ApartmentLove Completes Final Tranche of Its Previously Announced Non-Brokered Private Placement

TORONTO, Sept. 28, 2023 (GLOBE NEWSWIRE) — ApartmentLove Inc. (CSE: APLV) (OTCQB: APMLF) (“ApartmentLove” or the “Company), a leading provider of online home, apartment, and vacation rental marketing services to property managers, owners, renters, and vacationers from around the world has closed the third and final tranche (the “Final Tranche“) of its previously announced non-brokered private placement of units of the Company (“Units“) at a price of $0.15 per Unit (the “Private Placement“).

Under the Final Tranche, the Company issued an aggregate of 999,998 Units for gross proceeds of $149,999.70. Together with the first tranche and the second tranche of the Private Placement, the Company has raised aggregate gross proceeds of $447,499.35 and issued an aggregate of 2,983,329 Units. The net proceeds from the Private Placement will be used by the Company for general working capital purposes.

Each Unit is comprised of: (i) one common share of ApartmentLove (a “Common Share“); and (ii) one half of one Common Share purchase warrant of ApartmentLove (each whole warrant, a “Warrant“). Each Warrant shall be exercisable to purchase one additional Common Share at an exercise price of $0.25 for a period of two years from the date of issuance. Pursuant to applicable securities laws, all securities issued pursuant to the Private Placement will be subject to a 4 month and 1 day statutory hold period commencing from the date of issuance.

Fees were paid to certain finders in connection with the Private Placement. Such fees were comprised of a cash portion of 7% of the gross proceeds received from persons introduced to the Company by such finders, as well as common share purchase warrants of ApartmentLove (each a “Broker Warrant“) in an amount equal to 7% of the Units subscribed for by persons introduced to the Company by such finders. Each Broker Warrant may be exercisable to purchase one additional Common Share of ApartmentLove at an exercise price of $0.25 for a period of two years from the date of issuance.

A director, as defined in Multilateral Instrument 61-101 Protection of Minority Security Holders in Special Transactions (“MI 61-101“), participated in the Private Placement, either directly or indirectly, therefore the Private Placement constitutes a “related party transaction” within the meaning of MI 61-101. In its consideration and approval of the Private Placement, the Company’s Board of Directors determined that the Private Placement is exempt from the formal valuation and minority approval requirements of MI 61-101 on the basis that the fair market value of the Private Placement to related parties does not exceed 25% of the market capitalization of the Company, in accordance with Sections 5.5 and 5.7 of MI 61-101.

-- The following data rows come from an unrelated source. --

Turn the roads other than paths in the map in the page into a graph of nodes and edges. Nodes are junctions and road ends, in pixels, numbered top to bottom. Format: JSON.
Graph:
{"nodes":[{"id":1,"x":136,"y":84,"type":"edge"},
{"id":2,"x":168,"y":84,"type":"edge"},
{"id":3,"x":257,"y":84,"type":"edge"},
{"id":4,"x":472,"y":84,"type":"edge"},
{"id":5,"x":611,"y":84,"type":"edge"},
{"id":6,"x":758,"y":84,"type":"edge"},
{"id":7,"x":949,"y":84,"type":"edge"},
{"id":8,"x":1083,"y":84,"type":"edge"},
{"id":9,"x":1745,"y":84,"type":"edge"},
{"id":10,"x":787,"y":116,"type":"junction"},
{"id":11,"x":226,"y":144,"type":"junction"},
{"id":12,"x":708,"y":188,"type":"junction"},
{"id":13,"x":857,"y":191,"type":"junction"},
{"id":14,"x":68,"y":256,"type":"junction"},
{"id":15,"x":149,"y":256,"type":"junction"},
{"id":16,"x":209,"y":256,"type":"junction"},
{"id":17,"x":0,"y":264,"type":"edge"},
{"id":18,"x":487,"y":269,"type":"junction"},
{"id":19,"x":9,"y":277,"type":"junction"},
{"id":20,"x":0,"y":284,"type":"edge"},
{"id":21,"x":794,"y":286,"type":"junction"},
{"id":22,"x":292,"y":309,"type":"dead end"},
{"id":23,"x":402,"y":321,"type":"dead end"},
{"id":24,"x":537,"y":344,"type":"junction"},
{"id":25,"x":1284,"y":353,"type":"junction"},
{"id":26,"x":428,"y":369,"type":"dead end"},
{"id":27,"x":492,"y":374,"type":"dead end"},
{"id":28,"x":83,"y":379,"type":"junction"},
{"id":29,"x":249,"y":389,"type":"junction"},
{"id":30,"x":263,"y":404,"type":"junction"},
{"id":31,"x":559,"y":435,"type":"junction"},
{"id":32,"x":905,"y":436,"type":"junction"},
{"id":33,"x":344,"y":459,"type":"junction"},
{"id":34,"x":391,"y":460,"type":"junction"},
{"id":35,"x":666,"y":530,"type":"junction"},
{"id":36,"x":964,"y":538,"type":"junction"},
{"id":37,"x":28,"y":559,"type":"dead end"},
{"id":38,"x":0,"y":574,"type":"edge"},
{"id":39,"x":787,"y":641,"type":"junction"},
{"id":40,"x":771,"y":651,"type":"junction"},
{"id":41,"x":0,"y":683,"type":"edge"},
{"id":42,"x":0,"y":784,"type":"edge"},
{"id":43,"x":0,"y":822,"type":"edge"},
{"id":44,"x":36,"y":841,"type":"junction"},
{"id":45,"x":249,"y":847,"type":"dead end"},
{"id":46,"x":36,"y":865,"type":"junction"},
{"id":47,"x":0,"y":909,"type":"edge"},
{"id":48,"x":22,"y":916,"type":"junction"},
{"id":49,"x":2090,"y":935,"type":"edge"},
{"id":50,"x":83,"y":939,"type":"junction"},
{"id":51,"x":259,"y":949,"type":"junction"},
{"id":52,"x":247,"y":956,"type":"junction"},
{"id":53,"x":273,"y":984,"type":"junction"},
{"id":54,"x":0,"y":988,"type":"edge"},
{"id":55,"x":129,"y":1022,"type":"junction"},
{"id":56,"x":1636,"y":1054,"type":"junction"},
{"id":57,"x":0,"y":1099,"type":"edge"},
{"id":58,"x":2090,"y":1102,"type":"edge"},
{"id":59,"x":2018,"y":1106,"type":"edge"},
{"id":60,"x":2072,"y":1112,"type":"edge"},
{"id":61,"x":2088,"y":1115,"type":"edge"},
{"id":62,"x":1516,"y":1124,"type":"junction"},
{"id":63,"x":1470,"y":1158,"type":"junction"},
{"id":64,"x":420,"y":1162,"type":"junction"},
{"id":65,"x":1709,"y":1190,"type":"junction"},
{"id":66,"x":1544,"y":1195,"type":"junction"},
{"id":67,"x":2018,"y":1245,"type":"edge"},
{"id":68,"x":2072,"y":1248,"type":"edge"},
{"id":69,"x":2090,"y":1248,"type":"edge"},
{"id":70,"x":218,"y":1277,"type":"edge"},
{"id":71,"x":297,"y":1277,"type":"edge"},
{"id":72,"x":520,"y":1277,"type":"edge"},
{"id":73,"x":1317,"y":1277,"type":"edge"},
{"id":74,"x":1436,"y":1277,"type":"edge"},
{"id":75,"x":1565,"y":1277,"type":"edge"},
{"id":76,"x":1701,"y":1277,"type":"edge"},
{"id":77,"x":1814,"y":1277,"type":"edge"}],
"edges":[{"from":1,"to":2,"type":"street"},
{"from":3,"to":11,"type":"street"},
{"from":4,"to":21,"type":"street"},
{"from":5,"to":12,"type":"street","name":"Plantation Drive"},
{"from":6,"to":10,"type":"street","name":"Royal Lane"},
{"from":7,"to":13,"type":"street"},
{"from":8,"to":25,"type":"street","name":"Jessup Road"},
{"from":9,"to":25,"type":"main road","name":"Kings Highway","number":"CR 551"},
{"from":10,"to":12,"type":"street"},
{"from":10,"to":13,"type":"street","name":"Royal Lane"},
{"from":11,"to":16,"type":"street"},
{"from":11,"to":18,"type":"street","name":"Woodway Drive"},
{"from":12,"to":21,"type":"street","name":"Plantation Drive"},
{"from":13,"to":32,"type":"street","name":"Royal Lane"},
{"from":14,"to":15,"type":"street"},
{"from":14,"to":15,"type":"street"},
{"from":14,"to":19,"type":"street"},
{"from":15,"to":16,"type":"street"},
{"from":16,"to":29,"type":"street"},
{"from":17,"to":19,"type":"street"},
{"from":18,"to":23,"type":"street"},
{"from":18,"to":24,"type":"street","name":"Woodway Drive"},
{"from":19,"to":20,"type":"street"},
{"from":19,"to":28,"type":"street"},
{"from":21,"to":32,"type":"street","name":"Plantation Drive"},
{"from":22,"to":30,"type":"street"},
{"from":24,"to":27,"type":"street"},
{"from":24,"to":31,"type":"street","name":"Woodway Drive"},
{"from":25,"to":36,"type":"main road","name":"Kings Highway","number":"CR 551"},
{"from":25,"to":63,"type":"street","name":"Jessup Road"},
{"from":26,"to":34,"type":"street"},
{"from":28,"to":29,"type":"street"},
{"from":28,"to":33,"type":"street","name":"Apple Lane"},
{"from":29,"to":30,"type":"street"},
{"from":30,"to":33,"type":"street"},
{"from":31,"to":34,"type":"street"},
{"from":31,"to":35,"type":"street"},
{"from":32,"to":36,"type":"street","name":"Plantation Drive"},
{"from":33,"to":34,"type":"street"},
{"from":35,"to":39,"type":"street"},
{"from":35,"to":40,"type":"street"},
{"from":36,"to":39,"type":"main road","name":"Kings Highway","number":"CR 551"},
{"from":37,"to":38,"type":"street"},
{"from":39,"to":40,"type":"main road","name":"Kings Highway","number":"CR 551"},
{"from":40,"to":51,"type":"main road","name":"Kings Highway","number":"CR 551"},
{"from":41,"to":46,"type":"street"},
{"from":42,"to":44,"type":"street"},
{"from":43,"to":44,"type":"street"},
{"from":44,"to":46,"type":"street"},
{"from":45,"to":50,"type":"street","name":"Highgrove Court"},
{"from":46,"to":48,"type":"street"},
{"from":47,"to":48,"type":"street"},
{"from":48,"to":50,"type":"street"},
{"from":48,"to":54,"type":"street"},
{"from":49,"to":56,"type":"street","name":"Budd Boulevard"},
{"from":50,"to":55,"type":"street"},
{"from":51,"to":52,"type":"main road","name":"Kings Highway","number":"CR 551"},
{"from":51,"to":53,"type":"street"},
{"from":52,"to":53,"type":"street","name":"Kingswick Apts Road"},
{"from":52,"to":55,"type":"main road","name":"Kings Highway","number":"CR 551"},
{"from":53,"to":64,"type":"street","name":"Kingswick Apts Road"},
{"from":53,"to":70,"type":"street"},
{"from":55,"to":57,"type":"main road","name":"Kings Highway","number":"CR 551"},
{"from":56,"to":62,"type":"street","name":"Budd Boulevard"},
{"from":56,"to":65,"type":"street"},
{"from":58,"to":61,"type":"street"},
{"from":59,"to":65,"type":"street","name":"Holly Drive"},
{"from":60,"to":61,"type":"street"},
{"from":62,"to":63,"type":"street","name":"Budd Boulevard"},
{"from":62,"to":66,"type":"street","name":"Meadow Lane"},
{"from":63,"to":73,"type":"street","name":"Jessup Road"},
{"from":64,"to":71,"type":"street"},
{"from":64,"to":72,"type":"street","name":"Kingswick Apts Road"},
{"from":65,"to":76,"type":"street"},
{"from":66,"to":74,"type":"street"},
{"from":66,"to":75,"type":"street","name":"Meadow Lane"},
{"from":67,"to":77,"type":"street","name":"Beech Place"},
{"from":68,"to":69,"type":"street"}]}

For information on ApartmentLove, visit https://apartmentlove.com/investors or contact:

Trevor Davidson        
President & CEO
ApartmentLove Inc.
[email protected]
(647) 272-9702

Disclaimer and Reader Advisory


The securities offered pursuant to the Private Placement have not been, and will not be, registered under the United States Securities Act of 1933, as amended (the “U.S. Securities Act”), or any U.S. state securities laws, and may not be offered or sold in the United States unless registered under the U.S. Securities Act and applicable state securities laws or pursuant to exemptions from the registration requirements of the U.S. Securities Act and applicable state securities laws. This press release shall not constitute an offer to sell or the solicitation of an offer to buy securities in the United States, nor shall there be any sale of these securities in any jurisdiction in which such offer, solicitation or sale would be unlawful.

The CSE does not accept responsibility for the adequacy or accuracy of this news release. Certain information set forth in this news release may contain forward-looking statements that involve substantial known and unknown risks and uncertainties, certain of which are beyond the control of the Company. Forward-looking statements are frequently characterized by words such as “plan”, “continue”, “expect”, “project”, “intend”, “believe”, “anticipate”, “estimate”, “may”, “will”, “potential”, “proposed” and other similar words, or statements that certain events or conditions “may” or “will” occur. These statements are only predictions. Readers are cautioned that the assumptions used in the preparation of such information, although considered reasonable at the time of preparation, may prove to be imprecise and, as such, undue reliance should not be placed on forward-looking statements. Forward looking statements include but are not limited to the receipt of all applicable regulatory approvals in respect of the Private Placement, if required. The Company assumes no obligation to update forward-looking statements, whether as a result of new information, future events, or otherwise, except as required by applicable law.

Risk factors can be found in the Company’s continuous disclosure documents which have been filed on SEDAR+ and can be accessed at www.sedarplus.ca. Because of the risks, uncertainties, and assumptions contained herein, investors should not place any undue reliance on forward looking information. The foregoing statements expressly qualify any forward-looking information contained herein.